Get Tested for Celiac

Celiac disease, also called celiac sprue, is an autoimmune disorder that occurs when the body reacts to foods containing grains such as wheat, barley, and rye. The body is reacting to a protein called gluten, which is present in grains. Celiac is relatively common in people who have type 1 diabetes or a relative with type 1 or another autoimmune disorder. If you have type 1 diabetes, a relative with type 1 diabetes, or you have other autoimmune disorders in your family, you should ask your doctor about being tested for celiac.

There are many other tests that should be part of your diabetes care regimen, including microalbuminuria, thyroid, lipids, and an annual eye exam including a retinal photograph. Discuss these with your diabetes team.

orange_circle_8

Consider Type 2 Medications in Type 1 Diabetes

Everyone with type 1 diabetes requires injected insulin. Sometimes, however, insulin may not be enough. During puberty, for example, teens with type 1 can become resistant to the effects of insulin. This is thought to be caused by the effects of growth hormone.

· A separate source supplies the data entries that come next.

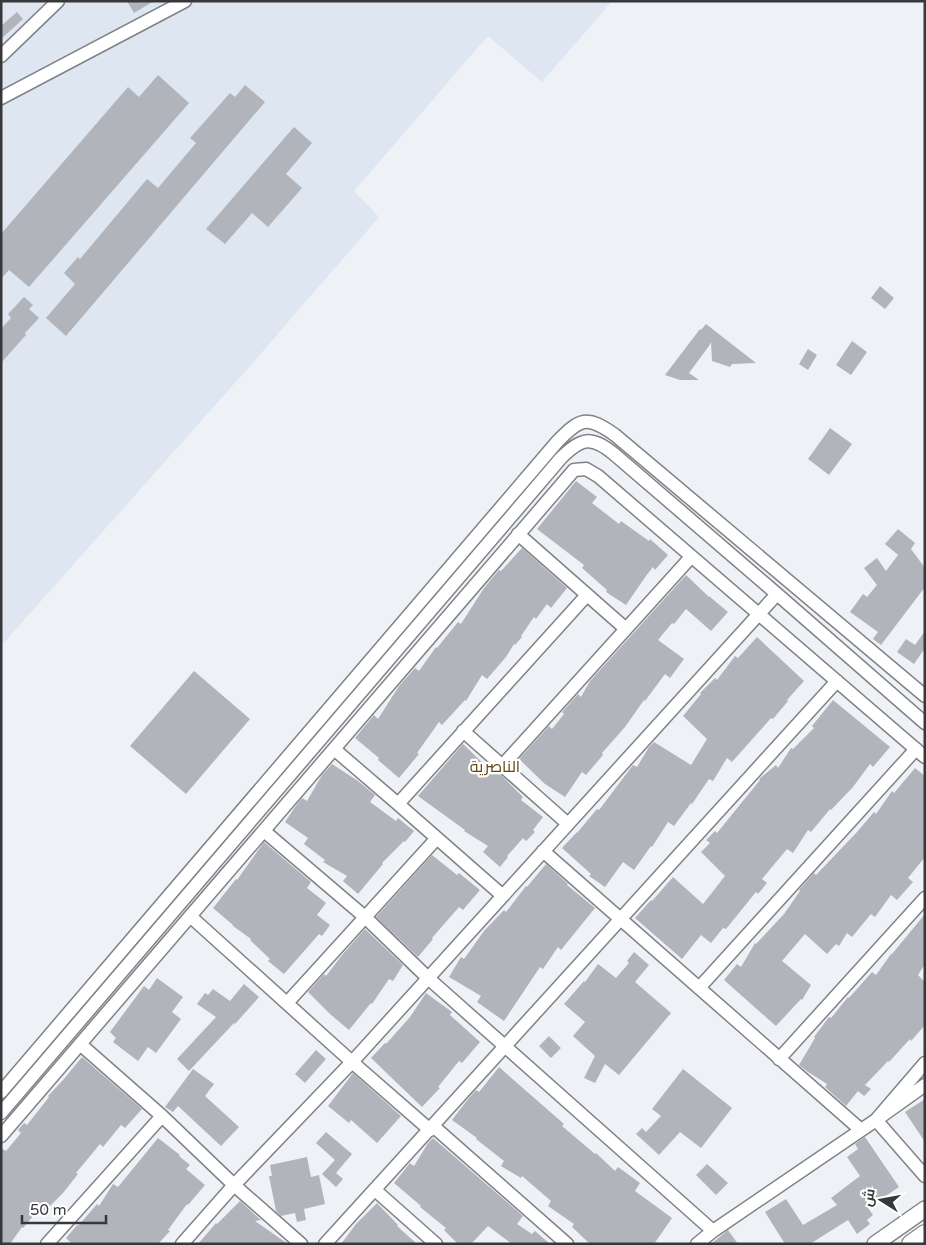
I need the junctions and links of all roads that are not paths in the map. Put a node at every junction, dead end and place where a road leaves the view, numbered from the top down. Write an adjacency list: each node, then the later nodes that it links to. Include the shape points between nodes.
1 (58, 1): 3 (street)
2 (185, 1): 4 (street)
3 (1, 56)
4 (1, 98)
5 (518, 534): 6 (street, via 574,470 586,469); 8 (street); 15 (street)
6 (692, 557): 9 (street); 10 (street)
7 (777, 594): 9 (street); 13 (street); 38 (street, via 606,448 584,442 570,449)
8 (587, 595): 10 (street); 14 (street)
9 (758, 614): 11 (street); 19 (street)
10 (626, 629): 17 (street)
11 (837, 681): 16 (street); 27 (street)
12 (925, 696): 37 (street, via 615,435 595,423 582,422 557,442)
13 (925, 724)
14 (463, 731): 17 (street); 18 (street)
15 (334, 749): 18 (street); 20 (street)
16 (920, 753): 29 (street)
17 (502, 766): 19 (street)
18 (398, 804): 21 (street)
19 (568, 824): 22 (street)
20 (264, 831): 25 (street); 26 (street)
21 (437, 838): 23 (street); 26 (street)
22 (543, 851): 23 (street); 27 (street)
23 (503, 896): 28 (street)
24 (925, 898): 33 (street)
25 (190, 916): 30 (street); 31 (street)
26 (365, 917): 28 (street); 30 (street)
27 (621, 920): 29 (street); 32 (street)
28 (428, 978): 32 (street); 34 (street)
29 (699, 988): 33 (street)
30 (287, 1003): 34 (street)
31 (80, 1044): 39 (street); 43 (street)
32 (505, 1047): 41 (street); 48 (street)
33 (779, 1059): 42 (street)
34 (352, 1062): 41 (street); 45 (street)
35 (925, 1064): 40 (street)
36 (925, 1085): 40 (street)
37 (1, 1092)
38 (1, 1113)
39 (162, 1116): 45 (street); 50 (street)
40 (876, 1120): 42 (street); 44 (street)
41 (431, 1128): 46 (street); 55 (street)
42 (861, 1130): 48 (street)
43 (1, 1136)
44 (925, 1176)
45 (234, 1185): 51 (street); 52 (street)
46 (375, 1190): 53 (street); 54 (street)
47 (925, 1209): 57 (main road)
48 (713, 1231): 56 (street)
49 (925, 1234): 58 (highway)
50 (47, 1244)
51 (182, 1244)
52 (301, 1244)
53 (325, 1244)
54 (436, 1244)
55 (567, 1244)
56 (697, 1244)
57 (875, 1244)
58 (911, 1244)

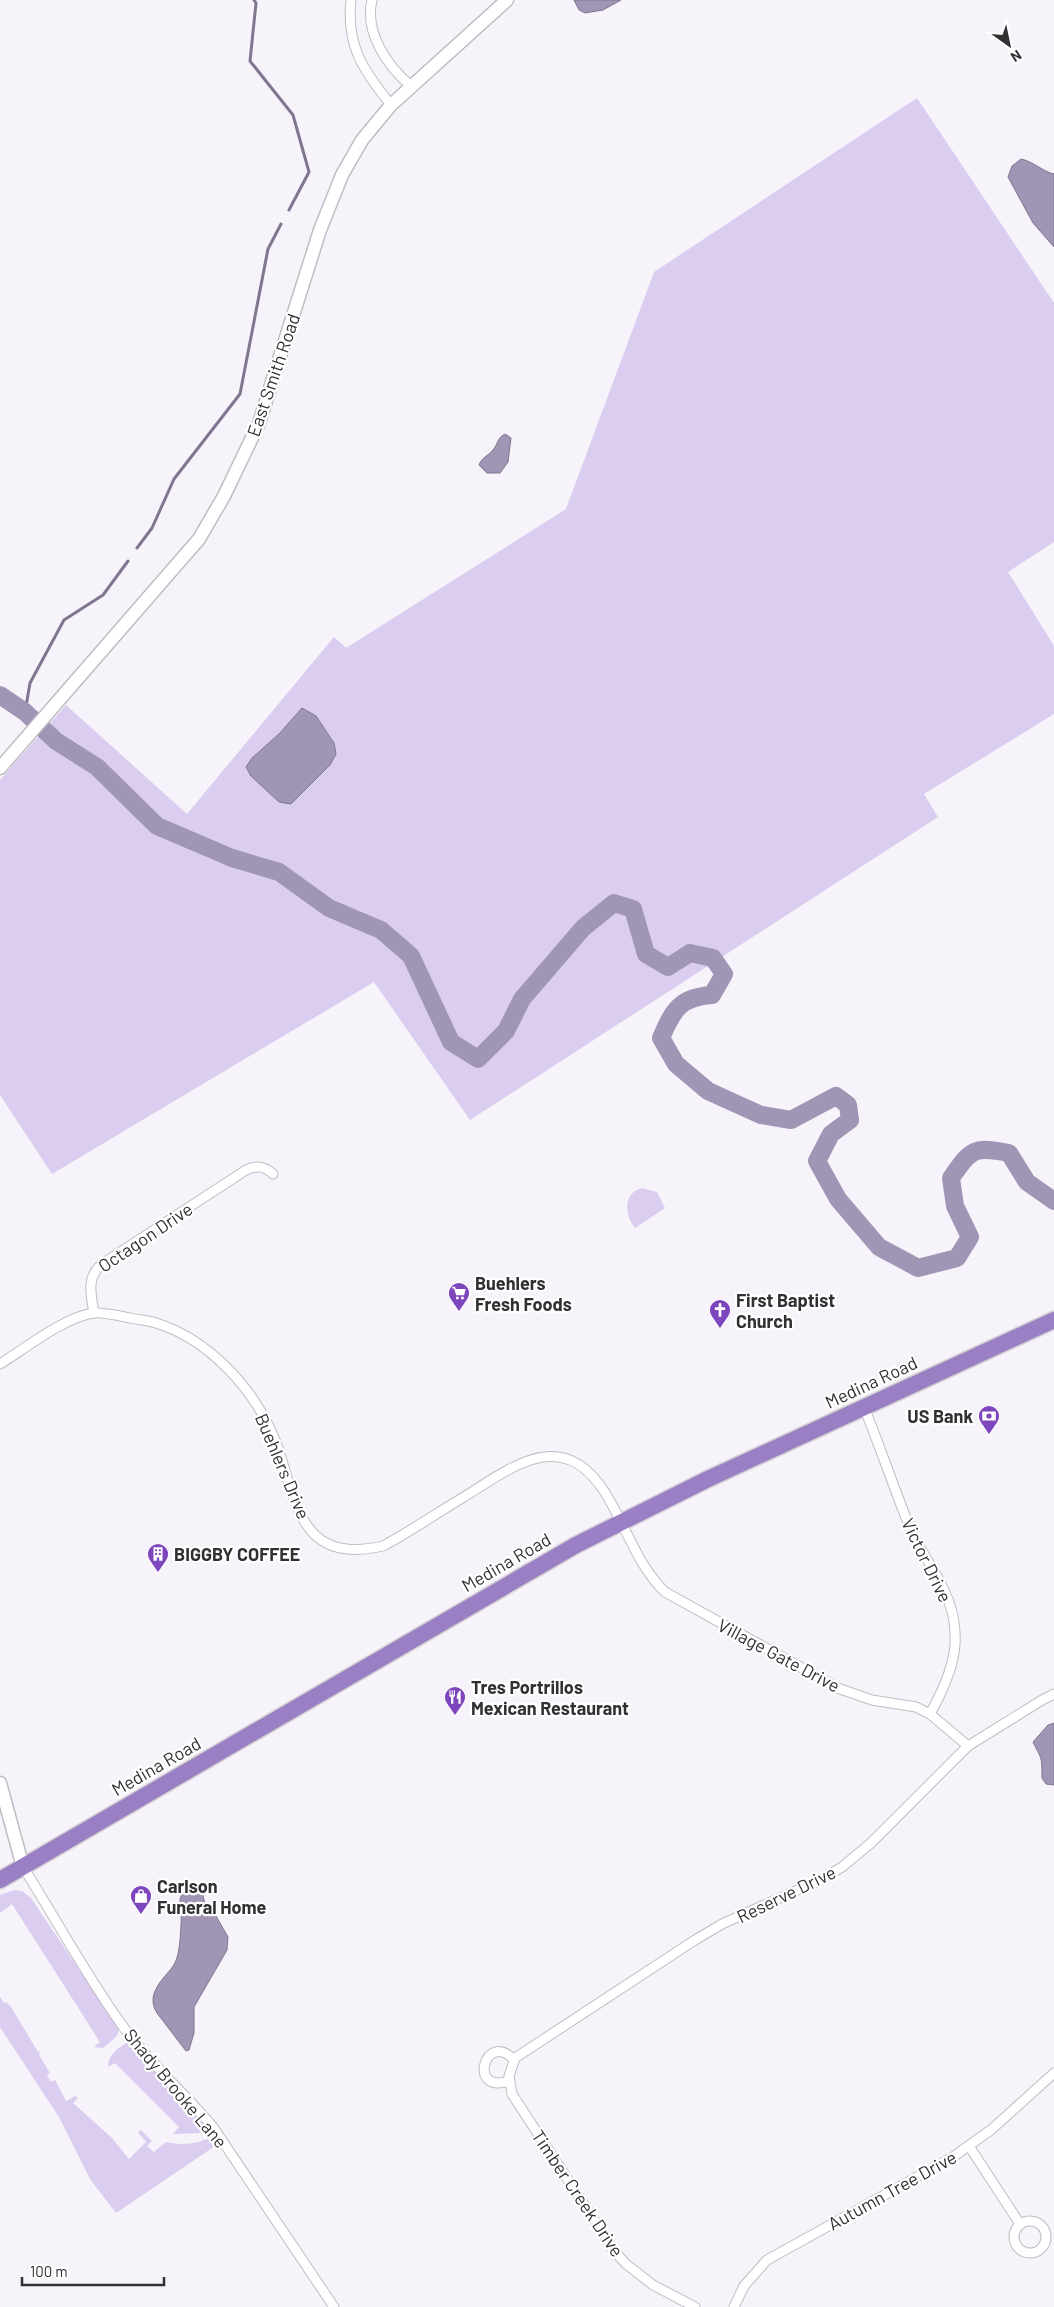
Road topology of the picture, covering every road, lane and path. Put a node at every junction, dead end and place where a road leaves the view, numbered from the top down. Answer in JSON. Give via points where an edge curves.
{"nodes":[{"id":1,"x":351,"y":0,"type":"edge"},
{"id":2,"x":372,"y":0,"type":"edge"},
{"id":3,"x":507,"y":0,"type":"edge"},
{"id":4,"x":412,"y":86,"type":"junction"},
{"id":5,"x":391,"y":105,"type":"junction"},
{"id":6,"x":0,"y":768,"type":"edge"},
{"id":7,"x":273,"y":1174,"type":"dead end"},
{"id":8,"x":94,"y":1313,"type":"junction"},
{"id":9,"x":1054,"y":1320,"type":"edge"},
{"id":10,"x":0,"y":1364,"type":"edge"},
{"id":11,"x":864,"y":1407,"type":"junction"},
{"id":12,"x":621,"y":1522,"type":"junction"},
{"id":13,"x":1054,"y":1694,"type":"edge"},
{"id":14,"x":930,"y":1714,"type":"junction"},
{"id":15,"x":968,"y":1746,"type":"junction"},
{"id":16,"x":0,"y":1783,"type":"edge"},
{"id":17,"x":22,"y":1867,"type":"junction"},
{"id":18,"x":0,"y":1880,"type":"edge"},
{"id":19,"x":514,"y":2060,"type":"junction"},
{"id":20,"x":1054,"y":2074,"type":"edge"},
{"id":21,"x":509,"y":2078,"type":"junction"},
{"id":22,"x":969,"y":2146,"type":"junction"},
{"id":23,"x":1020,"y":2224,"type":"dead end"},
{"id":24,"x":334,"y":2307,"type":"edge"},
{"id":25,"x":695,"y":2307,"type":"edge"},
{"id":26,"x":734,"y":2307,"type":"edge"}],
"edges":[{"from":1,"to":5,"type":"street","via":[[351,36],[358,59]]},
{"from":2,"to":4,"type":"street","via":[[374,32],[380,50],[390,67]]},
{"from":3,"to":4,"type":"street","name":"East Smith Road"},
{"from":4,"to":5,"type":"street","name":"East Smith Road"},
{"from":5,"to":6,"type":"street","name":"East Smith Road","via":[[362,140],[342,175],[320,230],[259,423],[199,539]]},
{"from":7,"to":8,"type":"street","name":"Octagon Drive","via":[[259,1166],[246,1170],[102,1264],[91,1279]]},
{"from":8,"to":10,"type":"street","via":[[64,1325]]},
{"from":8,"to":12,"type":"street","name":"Buehlers Drive","via":[[156,1323],[188,1338],[234,1375],[257,1404],[273,1435],[302,1516],[316,1536],[339,1549],[366,1550],[383,1546],[518,1463],[538,1458],[572,1461],[588,1472],[601,1486]]},
{"from":9,"to":11,"type":"highway","name":"Medina Road"},
{"from":11,"to":12,"type":"highway","name":"Medina Road"},
{"from":11,"to":14,"type":"street","name":"Victor Drive","via":[[910,1528],[942,1586],[954,1618],[953,1664]]},
{"from":12,"to":14,"type":"street","name":"Village Gate Drive","via":[[644,1569],[654,1582],[676,1599],[840,1689],[872,1700],[916,1707]]},
{"from":12,"to":17,"type":"highway","name":"Medina Road","via":[[534,1569]]},
{"from":13,"to":15,"type":"street","name":"Reserve Drive"},
{"from":14,"to":15,"type":"street","name":"Village Gate Drive"},
{"from":15,"to":19,"type":"street","name":"Reserve Drive","via":[[871,1843],[842,1867],[695,1940]]},
{"from":16,"to":17,"type":"street"},
{"from":17,"to":18,"type":"highway","name":"Medina Road"},
{"from":17,"to":24,"type":"street","name":"Shady Brooke Lane","via":[[122,2025],[213,2127]]},
{"from":19,"to":21,"type":"street"},
{"from":19,"to":21,"type":"street","via":[[499,2052],[489,2055],[484,2064],[485,2074],[492,2081],[502,2083]]},
{"from":20,"to":22,"type":"street","name":"Autumn Tree Drive"},
{"from":21,"to":25,"type":"street","name":"Timber Creek Drive","via":[[512,2094],[615,2252],[645,2280]]},
{"from":22,"to":23,"type":"street"},
{"from":22,"to":26,"type":"street","name":"Autumn Tree Drive","via":[[921,2177],[778,2252],[754,2273]]}]}
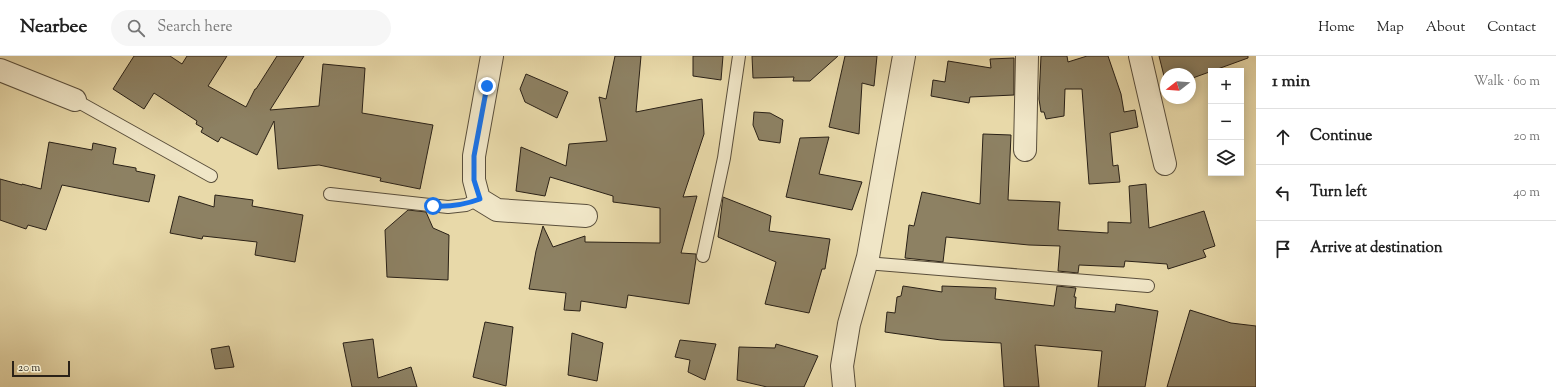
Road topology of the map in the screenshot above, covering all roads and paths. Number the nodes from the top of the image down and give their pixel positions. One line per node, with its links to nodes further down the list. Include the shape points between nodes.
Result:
1 (492, 56): 12 (street, via 474,156 474,180)
2 (739, 56): 14 (lane, via 724,158)
3 (904, 56): 15 (street)
4 (1027, 56): 8 (street)
5 (1140, 56): 9 (street)
6 (0, 70): 7 (street)
7 (75, 100): 10 (lane)
8 (1025, 150)
9 (1165, 164)
10 (211, 176)
11 (330, 194): 12 (lane, via 448,207 466,205)
12 (480, 199): 13 (street, via 497,210)
13 (586, 216)
14 (703, 256)
15 (866, 263): 16 (lane); 17 (street, via 849,324 842,366)
16 (1148, 286)
17 (844, 387)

A study published in Diabetes Care in January 2003 showed that teens with type 1 who were having difficulty with control could benefit from the addition of metformin, an oral agent typically used in type 2 diabetes. The results were positive. Recent research also shows benefits, especially for reducing insulin needs.

So, if your teen is struggling with blood sugar control, you may wish to ask your diabetes team about adding metformin to your diabetes care regimen. It’s not for everyone, but in the right kids, it can make a difference. Although metformin use is off-label in the US for type 1 diabetes (as of 2014), health professionals sometimes prescribe metformin for type 1 diabetes patients in appropriate circumstances. If your teen is struggling with blood sugar control, you may wish to discuss metformin with your diabetes health care team.

More recently, studies are reporting significant benefits from using GLP-1 agonists in type 1 diabetes. These drugs, injected like insulin, are approved in the US only for adults with type 2 diabetes, but their use among adults with type 1 is growing, along with more scientific trials of their use in adults with type 1 diabetes. Examples of these drugs are Victoza and Byetta.

Another new class of drugs for adults with type 2 diabetes is called SGLT-2 inhibitors, where “SGLT” stands for sodium glucose cotransporter. These drugs cause the kidney to excrete glucose at a lower level in the blood, rather than reabsorbing it, resulting in lower blood glucose levels and weight loss. The first drug of this class is called Invokana, but many others are nearing approval and the marketplace.